One of the reasons
Mim can be successfully used for gears is this: There are a lot of ways to skin a cat.
Let’s take two gears- one has a 12″ diameter, the other 1″. The 1″ gear has 12 teeth, the 12″ gear has 120 teeth. So the drive ratio is 10: 1.
Those teeth are going to be BIG. So they won’t withstand a lot of shock. Believe it or not, big teeth break more easily, especially under load, because at any given moment only one part of one tooth is making contact, causing all that stress to be focused on that point.
Making a gear helical used to be the solution, because in a helical gear, at least three teeth are in mesh at any given time, and because this is so, there is less clatter/whine as the gears turn.
Another solution is to use more teeth. You can have that same gear “pair” only the small gear can have 120 teeth and the large gear 1200 teeth. Same gear ratio, same drive, but now the gear is quieter and there are also more teeth generally in contact, and make that a helical gear and it triples the surface area.
It takes a fixed amount of time, and it’s a long time, to machine and turn and hob and grind a helical gear. It takes a somewhat longer amount of time to make the mold for a sintered metal gear, but once it is made, you can pound them out crazy.
The sea change in gear manufacture was a huge motivator in other industries beginning to use MIM/ Sintered metals.
Things most often begin by looking like the things they replace. Cars looked like carriages. Rubber products were made to look like leather. Plastic products were made to look like wood. Snowmobiles looked like toboggans
( A notable exception to this, tractors did not start out by looking like horses- but they did retain the ground clearance.)

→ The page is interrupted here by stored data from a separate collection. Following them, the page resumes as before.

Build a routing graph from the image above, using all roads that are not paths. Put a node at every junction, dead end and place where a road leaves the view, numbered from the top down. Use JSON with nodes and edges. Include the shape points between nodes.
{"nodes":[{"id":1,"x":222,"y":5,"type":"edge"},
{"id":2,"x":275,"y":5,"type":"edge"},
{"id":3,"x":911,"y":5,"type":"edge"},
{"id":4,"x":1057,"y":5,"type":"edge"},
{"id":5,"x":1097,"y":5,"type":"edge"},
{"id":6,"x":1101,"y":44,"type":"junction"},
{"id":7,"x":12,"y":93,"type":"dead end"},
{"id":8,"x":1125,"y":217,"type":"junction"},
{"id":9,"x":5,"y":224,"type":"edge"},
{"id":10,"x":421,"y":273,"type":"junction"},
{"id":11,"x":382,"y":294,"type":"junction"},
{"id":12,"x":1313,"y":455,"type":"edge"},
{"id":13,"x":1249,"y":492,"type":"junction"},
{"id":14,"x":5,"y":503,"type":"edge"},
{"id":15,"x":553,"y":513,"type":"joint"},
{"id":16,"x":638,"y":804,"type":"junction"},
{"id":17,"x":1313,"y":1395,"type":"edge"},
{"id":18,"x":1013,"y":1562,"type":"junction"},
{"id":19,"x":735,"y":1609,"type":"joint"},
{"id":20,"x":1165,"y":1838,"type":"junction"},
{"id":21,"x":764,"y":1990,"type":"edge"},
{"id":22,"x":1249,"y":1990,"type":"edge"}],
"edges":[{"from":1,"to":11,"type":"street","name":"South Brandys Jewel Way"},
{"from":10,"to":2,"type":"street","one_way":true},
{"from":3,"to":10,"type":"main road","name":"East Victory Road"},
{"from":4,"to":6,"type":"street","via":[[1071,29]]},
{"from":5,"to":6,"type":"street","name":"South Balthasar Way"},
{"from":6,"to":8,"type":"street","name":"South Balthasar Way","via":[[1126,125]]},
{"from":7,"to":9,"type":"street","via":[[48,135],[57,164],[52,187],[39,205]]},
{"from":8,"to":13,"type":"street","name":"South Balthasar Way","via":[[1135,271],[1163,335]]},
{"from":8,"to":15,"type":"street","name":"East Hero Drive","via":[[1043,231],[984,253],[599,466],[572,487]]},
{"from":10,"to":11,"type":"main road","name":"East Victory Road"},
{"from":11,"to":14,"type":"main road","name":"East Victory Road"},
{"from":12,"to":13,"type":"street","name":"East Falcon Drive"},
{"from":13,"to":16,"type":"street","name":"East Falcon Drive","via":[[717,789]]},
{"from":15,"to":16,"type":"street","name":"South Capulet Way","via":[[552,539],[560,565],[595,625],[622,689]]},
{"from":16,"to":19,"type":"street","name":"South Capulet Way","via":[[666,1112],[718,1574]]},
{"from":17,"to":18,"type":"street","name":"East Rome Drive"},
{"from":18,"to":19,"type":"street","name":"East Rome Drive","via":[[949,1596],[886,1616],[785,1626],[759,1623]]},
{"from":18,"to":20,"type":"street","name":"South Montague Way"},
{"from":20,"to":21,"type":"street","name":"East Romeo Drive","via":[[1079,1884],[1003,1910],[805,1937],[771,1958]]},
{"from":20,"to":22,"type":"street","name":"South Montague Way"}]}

So people thought, hey, why not use sintered metal to make the parts that are such a damned problem to machine. That will make the part easier to manufacture. When you were talking about the switch lever on your stand mixer, that was fine, but the ratchet pawl on a revolver cylinder, not so much. It was a lesson that took a little time to learn.

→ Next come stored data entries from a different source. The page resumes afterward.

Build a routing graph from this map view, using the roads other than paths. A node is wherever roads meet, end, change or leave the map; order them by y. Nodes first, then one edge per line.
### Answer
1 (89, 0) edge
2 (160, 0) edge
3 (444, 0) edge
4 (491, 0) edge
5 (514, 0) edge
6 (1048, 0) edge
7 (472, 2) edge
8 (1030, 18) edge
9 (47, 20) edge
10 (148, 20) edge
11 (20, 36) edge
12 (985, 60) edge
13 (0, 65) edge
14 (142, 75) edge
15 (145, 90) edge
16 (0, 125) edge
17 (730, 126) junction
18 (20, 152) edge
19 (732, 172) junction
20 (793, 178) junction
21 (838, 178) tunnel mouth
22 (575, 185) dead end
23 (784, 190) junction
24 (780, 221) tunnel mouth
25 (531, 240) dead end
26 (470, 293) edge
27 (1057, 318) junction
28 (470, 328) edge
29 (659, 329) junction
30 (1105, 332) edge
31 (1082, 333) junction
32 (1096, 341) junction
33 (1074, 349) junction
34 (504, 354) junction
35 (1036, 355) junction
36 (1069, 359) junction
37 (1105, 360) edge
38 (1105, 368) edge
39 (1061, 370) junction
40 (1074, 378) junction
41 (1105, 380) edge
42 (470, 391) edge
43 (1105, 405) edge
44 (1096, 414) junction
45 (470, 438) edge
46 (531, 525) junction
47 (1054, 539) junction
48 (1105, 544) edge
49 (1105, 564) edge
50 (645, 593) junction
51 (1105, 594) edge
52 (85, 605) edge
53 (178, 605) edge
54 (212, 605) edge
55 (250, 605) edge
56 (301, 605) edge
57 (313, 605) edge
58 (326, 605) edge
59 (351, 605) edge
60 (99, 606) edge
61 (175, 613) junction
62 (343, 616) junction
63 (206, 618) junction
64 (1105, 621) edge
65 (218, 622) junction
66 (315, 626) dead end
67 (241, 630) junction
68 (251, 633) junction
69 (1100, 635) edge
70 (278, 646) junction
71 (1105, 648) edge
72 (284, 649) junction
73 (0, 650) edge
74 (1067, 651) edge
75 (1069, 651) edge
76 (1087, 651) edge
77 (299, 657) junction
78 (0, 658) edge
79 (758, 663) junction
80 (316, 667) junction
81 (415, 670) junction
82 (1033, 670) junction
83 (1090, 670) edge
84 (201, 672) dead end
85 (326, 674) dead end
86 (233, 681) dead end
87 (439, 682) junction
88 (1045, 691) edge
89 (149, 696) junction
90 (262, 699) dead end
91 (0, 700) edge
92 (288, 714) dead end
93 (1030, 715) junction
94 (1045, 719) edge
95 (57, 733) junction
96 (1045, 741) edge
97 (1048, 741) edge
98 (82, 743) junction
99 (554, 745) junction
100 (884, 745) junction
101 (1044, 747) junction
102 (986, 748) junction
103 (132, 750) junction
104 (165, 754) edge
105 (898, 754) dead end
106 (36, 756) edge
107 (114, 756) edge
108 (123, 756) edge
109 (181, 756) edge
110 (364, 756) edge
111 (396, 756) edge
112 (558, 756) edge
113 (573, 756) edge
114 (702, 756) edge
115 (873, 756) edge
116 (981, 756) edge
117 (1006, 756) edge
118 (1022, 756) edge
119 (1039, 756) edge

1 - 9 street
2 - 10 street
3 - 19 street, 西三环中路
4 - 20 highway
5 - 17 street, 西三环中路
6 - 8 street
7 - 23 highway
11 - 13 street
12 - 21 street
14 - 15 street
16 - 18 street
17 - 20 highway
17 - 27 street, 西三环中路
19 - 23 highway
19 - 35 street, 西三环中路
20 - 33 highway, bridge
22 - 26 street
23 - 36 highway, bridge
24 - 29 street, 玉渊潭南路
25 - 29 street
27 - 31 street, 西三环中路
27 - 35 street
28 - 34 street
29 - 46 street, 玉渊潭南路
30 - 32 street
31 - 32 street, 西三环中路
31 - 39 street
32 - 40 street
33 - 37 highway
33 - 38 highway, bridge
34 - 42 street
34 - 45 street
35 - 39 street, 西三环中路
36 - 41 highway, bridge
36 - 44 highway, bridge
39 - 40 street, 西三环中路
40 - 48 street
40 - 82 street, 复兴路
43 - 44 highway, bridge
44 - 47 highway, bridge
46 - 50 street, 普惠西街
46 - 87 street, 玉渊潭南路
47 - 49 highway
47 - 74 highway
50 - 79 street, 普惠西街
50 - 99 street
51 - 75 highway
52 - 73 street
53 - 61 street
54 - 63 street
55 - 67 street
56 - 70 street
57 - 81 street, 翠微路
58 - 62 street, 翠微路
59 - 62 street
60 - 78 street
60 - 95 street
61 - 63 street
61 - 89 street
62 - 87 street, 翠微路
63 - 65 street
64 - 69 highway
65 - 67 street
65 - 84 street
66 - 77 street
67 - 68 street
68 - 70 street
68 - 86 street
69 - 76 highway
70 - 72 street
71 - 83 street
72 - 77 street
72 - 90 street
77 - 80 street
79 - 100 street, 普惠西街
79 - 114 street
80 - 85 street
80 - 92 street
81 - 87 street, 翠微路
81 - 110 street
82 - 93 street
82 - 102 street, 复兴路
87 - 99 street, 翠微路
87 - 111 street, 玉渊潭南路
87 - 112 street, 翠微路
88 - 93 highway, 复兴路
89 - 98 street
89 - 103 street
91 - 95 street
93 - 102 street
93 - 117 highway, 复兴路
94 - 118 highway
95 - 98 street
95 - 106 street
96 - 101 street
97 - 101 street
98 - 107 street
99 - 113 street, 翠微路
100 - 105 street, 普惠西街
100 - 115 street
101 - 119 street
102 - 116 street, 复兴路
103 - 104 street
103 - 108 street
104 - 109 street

The process lends itself handily to some things and not to others; the issue becomes one of finding the correct application. And often the correct application is surprising.

One of my Lions Club friends made a name for himself at John Deere doing the match on the force in place as gear teeth mesh and transfer force from one direction to another.
Thinking about where we are compared to where we started is truly inspiring.
The most fascinating look into a top-of-the-line gearcase, was a look two weeks ago, into the U.S.S. Alabama’s reduction gear.
Swiss watch, with some gears better than four feet in diameter. Helical, of course. Very fine teeth, not more than 1/2 inch deep, more like 1/4 inch, and spaced accordingly. Oh, and tapered on the sides, too.
I’d love to talk with one of the Chief Engineer Mates who’d served aboard, just to get a first-person, detailed tour of that engine room.
The boiler-faces and light-off area look to have been the Pit of Hell to work in while underway. Days of wood and sail weren’t the only Iron Men at sea…. we sailed under boilers and steam for the better part of a century. I don’t imagine that very many wimps held up well in those engine rooms.
Jim
Sunk New Dawn
Galveston, TX
Thanks for the info, VERY interesting… And some gear sets get VERY interesting…
Into gears? Check out Gearotic:
http://www.gearotic.com/
Some amazing stuff – here is Art’s YouTube Channel:
https://www.youtube.com/channel/UCzuCa2eJKWliRthn908bHaA
Found a Fellows info movie on youtube. Excellent explanation of the important parts of a gear, pressure angle, etc. And how the gear tooth shape is designed. It was amazing to see.
Part 1 is the facility from the air, part 2 is where it gets good: https://www.youtube.com/watch?v=A3X8cuJKyns
If you ever get a chance ask a USN Engineering Officer the procedure for opening a main reduction gear.